Wie in Trance, begann er nun aus dem Lehm des nahen Baches eine Gestalt zu formen. Die Haare knetete er mit in den Lehm hinein. Er war äusserst geschickt dabei, seine Hände bewegten sich flink und zielsicher und als er aus der Trance erwachte, war er selbst erstaunt über sein Werk. Es sah wirklich genauso aus, wie das lebensechte Abbild eines Kaninchens. Immer weiter Beschwörungen murmelnd, nahm der Junge nun ein kleines Messer und schnitt sich in den Finger. Dann liess er das Blut auf das Bildnis des Kaninchens tropfen. Dieses leuchtete kurz auf «Wasser und Erde, belebt durch Blut!» sprach er dann. Er legte seine Hände über das Abbild und wob einen Feuerzauber, ähnlich wie der, den auch Gwydyon beherrschte und die Kaninchenfigur stand für einen kurzen Moment in Flammen. «Das Feuer… gibt den Impuls zum Leben!» rief der Junge «Und nun… erwache!» In diesem Augenblick spross auf einmal Fell aus dem Abbild des Kaninchen, Muskelgewebe und Fleisch bildete sich und kurz darauf sass ein süsses, weisses Kaninchen zu Linus Füssen, welches ihn mit grossen Augen anschaute. Linus unterdrückte einen Jubelschrei. Es war gelungen! Er hatte tatsächlich eine beinahe identische Kopie des Kaninchens erstellt, von dem er die Haare gehabt hatte! Das war ein äusserst wichtiger Durchbruch in seiner Karriere als junger Halb-Dämon. Wenn er dieses Kaninchen zu erschaffen vermochte, dann vermochte er vielleicht auch irgendwann einen Elfen oder Menschenkörper zu erschaffen. Er brauchte nur etwas Erbgut dazu, etwas feuchten Lehm, einige magische Beschwörungen und… schliesslich etwas, das das Gefäss, das er erschuf, auch dauerhaft mit Leben zu erfüllen vermochte. Und genau da lag der Hund begraben! Er wusste nicht, wie er seine selbsterschaffene Kreatur, dauerhaft am Leben erhalten konnte, denn noch war sie allein durch Magie lebensfähig. Sie hatte auch keine Empfindungen, wie eine wirklich lebende Kreatur. Keine Seele und dadurch keinen wirklichen Lebensfunken. Linus wusste auch nicht, ob ein solcher, selbst erschaffener Körper, überhaupt jemals beseelbar war und er die Voraussetzungen für ein wahres, ein beständiges Leben besass. Zweifel ergriffen ihn auf einmal. Was versuchte er sich auch an solchen Experimenten? Wahres Leben vermochten nun mal nur die Götter zu geben! Zumindest war er aber schon in der Lage ein Gefäss, das für eine gewisse Zeit lebensfähig war, zu kreieren.

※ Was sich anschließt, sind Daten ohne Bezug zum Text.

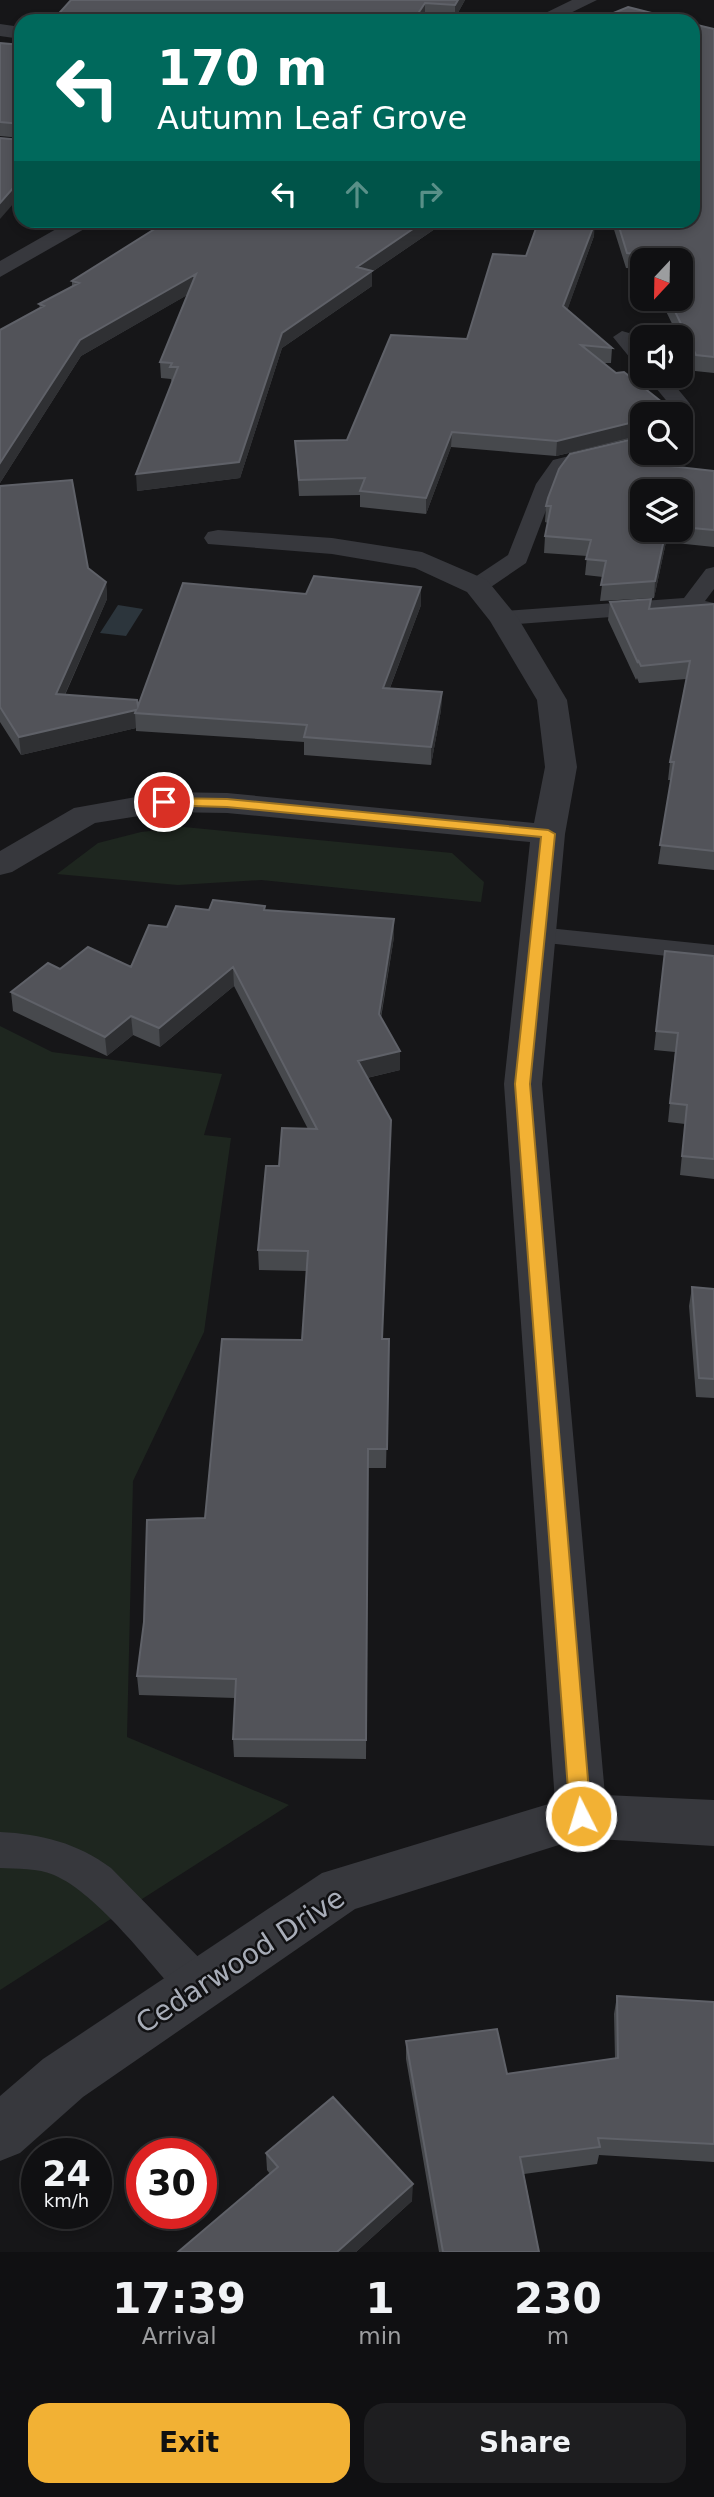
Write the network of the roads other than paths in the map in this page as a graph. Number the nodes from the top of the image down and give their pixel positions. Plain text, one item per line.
1 (587, 0) edge
2 (554, 14) edge
3 (75, 228) edge
4 (0, 270) edge
5 (622, 337) dead end
6 (630, 346) edge
7 (666, 388) edge
8 (678, 402) edge
9 (630, 447) edge
10 (218, 538) dead end
11 (714, 574) edge
12 (477, 586) junction
13 (691, 604) junction
14 (714, 610) edge
15 (503, 618) junction
16 (548, 834) junction
17 (1, 864) edge
18 (538, 935) junction
19 (714, 953) edge
20 (581, 1816) junction
21 (714, 1823) edge
22 (0, 1850) edge
23 (198, 1986) junction
24 (0, 2133) edge

1 - 2 street
3 - 4 street
5 - 6 lane
7 - 8 lane
9 - 12 lane
10 - 12 street
11 - 13 lane
12 - 15 street
13 - 14 lane
13 - 15 lane
15 - 16 street
16 - 17 street
16 - 18 street
18 - 19 lane
18 - 20 street
20 - 21 street, Cedarwood Drive
20 - 23 street, Cedarwood Drive
22 - 23 lane
23 - 24 street, Cedarwood Drive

Vielleicht konnte eine Seele darin einziehen und es somit vervollständigen. Eine humanoide Rasse zu erschaffen, war jedoch noch ein grosses Stück schwieriger. Nun… er würde es weiter probieren!
«Du versuchst dich da an einer eher fragwürdigen Praxis!» erklang auf einmal eine schleppende Stimme hinter ihm. Eschrocken fuhr der Junge herum. Vor ihm stand Aeternias. Er konnte ganz deutlich seine funkelnden Augen und seine Gestalt erkennen, denn Linus Augen konnten auch im Dunkeln recht gut sehen. Ein Erbe seiner dämonischen Mutter Vilevere. «Aeternias! Was machst du denn hier?» «Du solltest wissen, dass die Verlassenen keinen Schlaf brauchen. Wir wandern oft in der Nacht herum, wenn alle schlafen.» «Aber… warum bist du mir nachgeschlichen?» «Nun… ich wollte nur schauen, dass dir nichts passiert,» erwiderte der Untote und in seinen Augen lag ein seltsamer Ausdruck. Linus fühlte sich ertappt und sprach schnell: «Ich wollte versuchen, einen Körper zu erschaffen, in den Dabogs Seele vielleicht mal einziehen kann.» «Dabogs Seele?» fragte der Verlassene und zog seine Brauen hoch. In diesem Moment wurde Linus klar, dass er sich verplappert hatte. Alle ausser Raya, Tyrande, Varunna und er selbst, wussten nichts davon, dass Dabog sich im Körper des Tauren aufhielt. So stotterte er «Ja… falls Dabog wieder mal zu uns zurückkommt.» «Er ist ja bereits unter uns,» sprach Aeternias emotionslos. «Das ist nicht wirklich Dabog, es ist… nur seine alte Hülle und seine Seele kann ja nicht wirklich in sie zurück. Und wenn es auch nochmals ginge, auf Dauer wäre das kein Zustand. Dabog braucht einen richtigen Körper keinen…» «keinen solchen wie den meinen, meinst du.» «Ja…» erwiderte Linus etwas verlegen. «Aber was ist daran so schlecht? Ich fühle mich gut, als einer der Verlassenen.» «Du hast ja auch… keine Seele mehr!» entfuhr es dem Jungen. «Das hat dich bisher auch nie gestört.» «Nein, aber es geht eben um Tante Raya… sie scheint viel für Dabog, also seine Seele, übrig zu haben und sie hat sich trotz der Umstände in ihn verliebt.» «Sie ist verliebt in Dabog?» Aeternias horchte auf und plötzlich musste er wieder an seine einstige Liebste Egeria denken. Er versuchte sich einmal mehr zu entsinnen, wie sich die Liebe damals angefühlt hatte, doch irgendwie gelang es ihm einfach nicht richtig. Eine seltsame Schwere, ergriff jedoch auf einmal von ihm Besitz und seltsame Gefühle flammten in ihm auf, die er sonst nie empfand. War es so etwas wie Mitgefühl? Nein das konnte nicht sein! Ausserdem war er sowieso wegen etwas ganz anderem hierhergekommen. Noch wusste Linus nichts davon und er vertraute Aeternias weiterhin.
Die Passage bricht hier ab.